_Task input_:

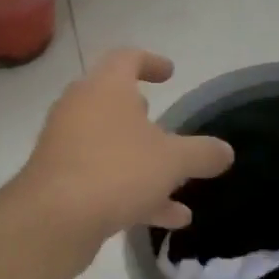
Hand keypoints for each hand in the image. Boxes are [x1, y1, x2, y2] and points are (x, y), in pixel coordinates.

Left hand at [18, 49, 234, 247]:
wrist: (52, 220)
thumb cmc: (116, 171)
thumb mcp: (173, 161)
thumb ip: (202, 153)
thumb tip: (225, 151)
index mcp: (105, 88)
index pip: (126, 58)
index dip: (150, 62)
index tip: (169, 73)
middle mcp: (80, 109)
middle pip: (112, 102)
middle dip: (141, 115)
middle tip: (163, 124)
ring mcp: (66, 146)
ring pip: (111, 146)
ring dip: (144, 162)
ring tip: (178, 183)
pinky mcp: (60, 181)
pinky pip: (103, 178)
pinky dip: (134, 192)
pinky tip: (168, 219)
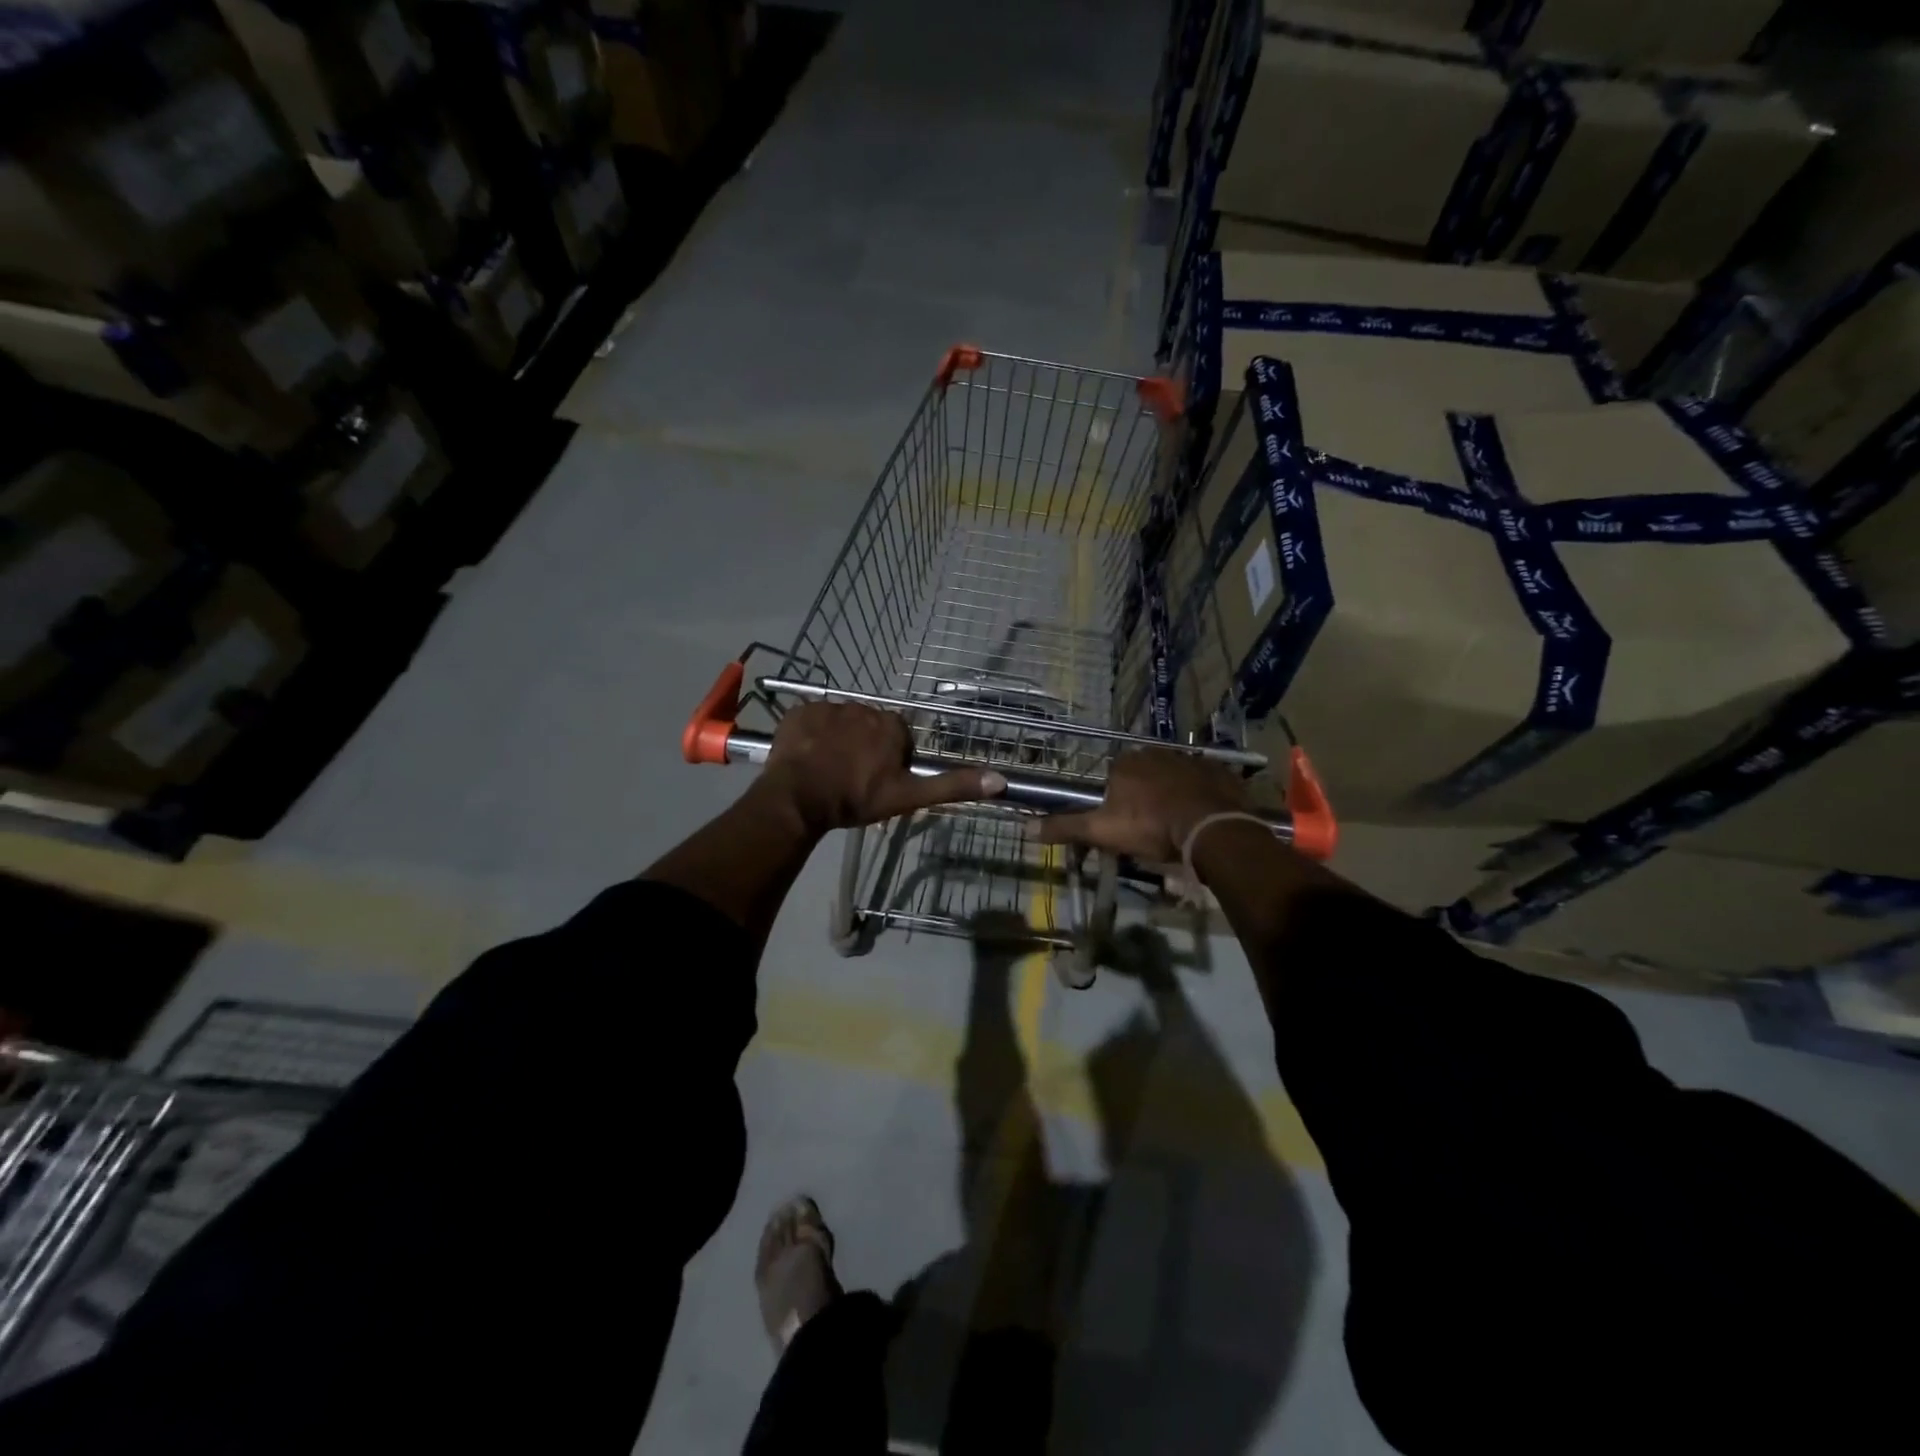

_Task details_: How many lines in the listing contain the string "hand"? Please answer with the number and no other words.

_Your response_: 2